The terms “connection thesis” and “ethic of care” have become familiar feminist concepts. The association of justice with men and care with women resonates with the observable reality that, other things being equal, women perform more caring activity than men do. The notion of a female ethic of care and nurturance may also appeal to those who share the belief of some nineteenth­century feminists that women are morally superior to men. Finally, the possibility of incorporating care into the concept of justice appeals to many feminist jurists who remain reluctant to associate care with women (Behuniak 1999). Linda McClain similarly argues for “recognizing and promoting care as a public value” that “should inform public deliberation about the meaning of personal responsibility and about the interplay of personal and public responsibility for social reproduction” and emphasizes “the indispensable role of care in fostering persons’ capacities for democratic and personal self­government” (2001, 1730).
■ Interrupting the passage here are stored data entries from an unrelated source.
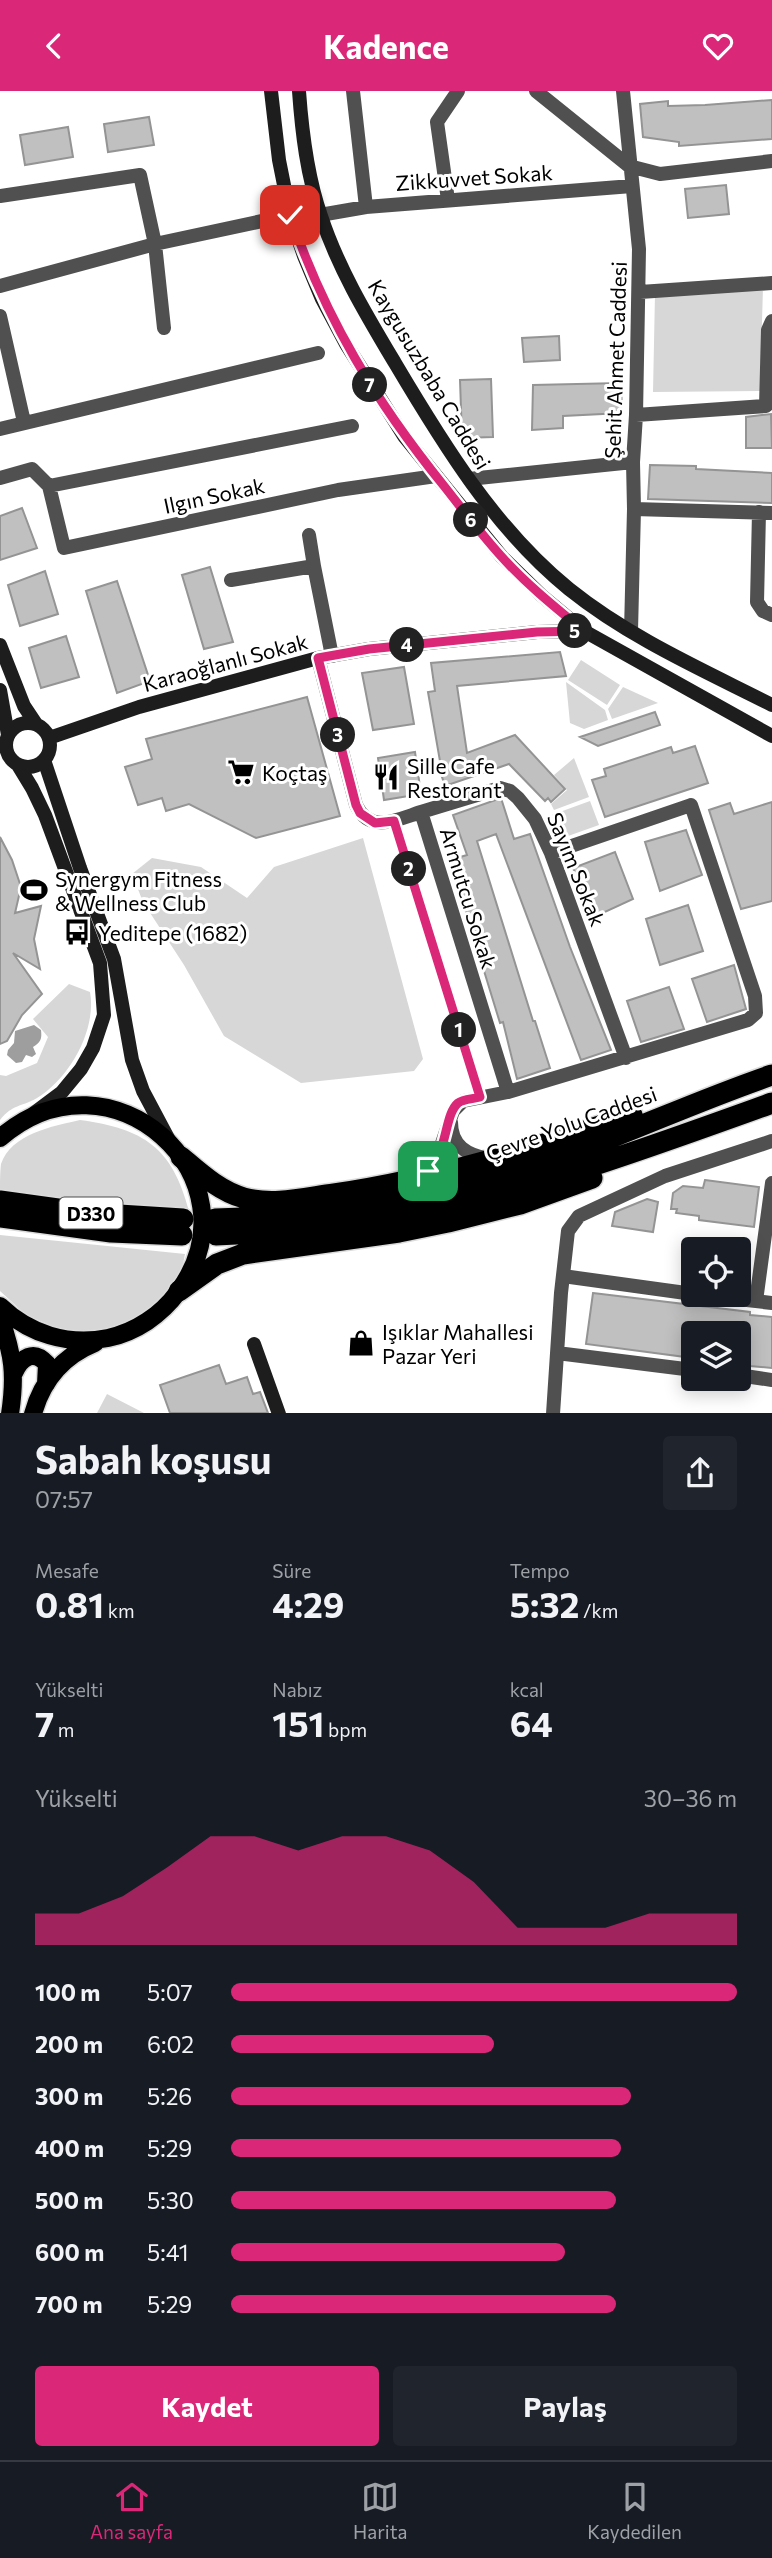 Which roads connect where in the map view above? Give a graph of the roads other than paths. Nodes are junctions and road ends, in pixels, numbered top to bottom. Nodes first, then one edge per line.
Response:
1 (271, 91) edge
2 (299, 91) edge
3 (353, 91) edge
4 (458, 91) edge
5 (536, 91) edge
6 (623, 91) edge
7 (772, 161) edge
8 (629, 166) junction
9 (632, 186) junction
10 (0, 196) edge
11 (448, 200) junction
12 (366, 207) junction
13 (290, 215) junction
14 (320, 215) junction
15 (155, 244) junction
16 (772, 283) edge
17 (0, 286) edge
18 (639, 292) junction
19 (0, 316) edge
20 (772, 321) edge
21 (164, 328) dead end
22 (4, 350) edge
23 (318, 353) dead end
24 (636, 415) junction
25 (24, 422) junction
26 (352, 426) dead end
27 (0, 429) edge
28 (633, 462) junction
29 (436, 476) junction
30 (0, 478) edge
31 (468, 479) junction
32 (49, 486) junction
33 (634, 509) junction
34 (766, 512) edge
35 (309, 535) dead end
36 (314, 566) junction
37 (231, 580) dead end
38 (772, 615) edge
39 (584, 631) junction
40 (631, 631) junction
41 (0, 645) edge
42 (325, 657) junction
43 (0, 690) edge
44 (772, 705) edge
45 (36, 724) junction
46 (8, 735) junction
47 (772, 736) edge
48 (49, 738) junction
49 (3, 753) edge
50 (44, 760) junction
51 (18, 765) junction
52 (421, 812) junction
53 (394, 821) junction
54 (551, 853) junction
55 (626, 1058) junction
56 (772, 1075) edge
57 (508, 1092) junction
58 (716, 1094) junction
59 (480, 1097) junction
60 (772, 1103) edge
61 (30, 1117) junction
62 (451, 1120) junction
63 (718, 1122) junction
64 (0, 1138) edge
65 (772, 1141) edge
66 (176, 1151) junction
67 (497, 1160) junction
68 (412, 1180) junction
69 (772, 1183) edge
70 (0, 1201) edge
71 (0, 1217) edge
72 (563, 1276) junction
73 (179, 1291) junction
74 (681, 1292) edge
75 (751, 1300) edge
76 (756, 1301) junction
77 (772, 1303) edge
78 (0, 1306) edge
79 (0, 1317) edge
80 (106, 1338) junction
81 (254, 1344) dead end
82 (557, 1353) junction
83 (681, 1368) edge
84 (14, 1373) junction
85 (751, 1377) edge
86 (772, 1380) edge
87 (46, 1384) junction
88 (10, 1413) edge
89 (33, 1413) edge
90 (279, 1413) edge
91 (553, 1413) edge

1 - 13 main road
2 - 14 main road, Kaygusuzbaba Caddesi
3 - 12 street
4 - 11 street
5 - 8 street
6 - 8 street, Şehit Ahmet Caddesi
7 - 8 street
8 - 9 street, Şehit Ahmet Caddesi
9 - 11 street, Zikkuvvet Sokak
9 - 18 street, Şehit Ahmet Caddesi
10 - 15 street
11 - 12 street, Zikkuvvet Sokak
12 - 14 street, Zikkuvvet Sokak
13 - 15 street
13 - 29 main road
14 - 31 main road, Kaygusuzbaba Caddesi
15 - 17 street
15 - 21 street
16 - 18 street
18 - 24 street, Şehit Ahmet Caddesi
19 - 22 street
20 - 24 street
22 - 25 street
23 - 25 street
24 - 28 street, Şehit Ahmet Caddesi
25 - 27 street
26 - 32 street
28 - 31 street
28 - 33 street, Şehit Ahmet Caddesi
29 - 32 street, Ilgın Sokak
29 - 39 main road
30 - 32 street
31 - 40 main road, Kaygusuzbaba Caddesi
33 - 34 street
33 - 40 street, Şehit Ahmet Caddesi
34 - 38 street
35 - 36 street
36 - 37 street
36 - 42 street
39 - 42 main road, Karaoğlanlı Sokak
39 - 47 main road
40 - 44 main road, Kaygusuzbaba Caddesi
41 - 45 main road
42 - 48 main road, Karaoğlanlı Sokak
42 - 53 street
43 - 46 main road
45 - 46 main road
45 - 48 main road
46 - 49 main road
48 - 50 main road
49 - 51 main road
50 - 51 main road
50 - 66 main road
51 - 61 main road
52 - 53 street, Armutcu Sokak
52 - 54 street, Sayım Sokak
52 - 57 street, Armutcu Sokak
53 - 59 lane
54 - 55 street, Sayım Sokak
54 - 55 street
55 - 57 street
56 - 58 highway, Çevre Yolu Caddesi
57 - 59 street
58 - 63 highway, Çevre Yolu Caddesi
58 - 67 highway
59 - 62 street
60 - 63 highway, Çevre Yolu Caddesi
61 - 64 main road
61 - 66 main road
62 - 67 street
62 - 68 street
63 - 73 highway
65 - 72 street
66 - 68 highway
66 - 73 main road
67 - 68 highway
69 - 76 street
70 - 71 highway, D330
72 - 74 street
72 - 82 street
73 - 80 main road
75 - 76 street
76 - 77 street
78 - 80 main road
79 - 84 main road
80 - 87 main road
81 - 90 main road
82 - 83 street
82 - 91 street
84 - 87 main road
84 - 88 main road
85 - 86 street
87 - 89 main road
However, difference feminism and its focus on care have met with pervasive and persuasive criticism. West’s explanation for gender difference now seems simplistic, exclusionary, and illogical. While the experiences West mentions are unique to women, they are not common to all women; nor does she explain how these experiences connect women to people who are not connected to them. Feminist theorists have made no better case for gender differences than did pre­feminist or outright antifeminist theorists. Difference feminism reads too much like old arguments justifying male supremacy, such as the Supreme Court’s opinion in Muller v. Oregon (1908), to gain universal feminist acceptance.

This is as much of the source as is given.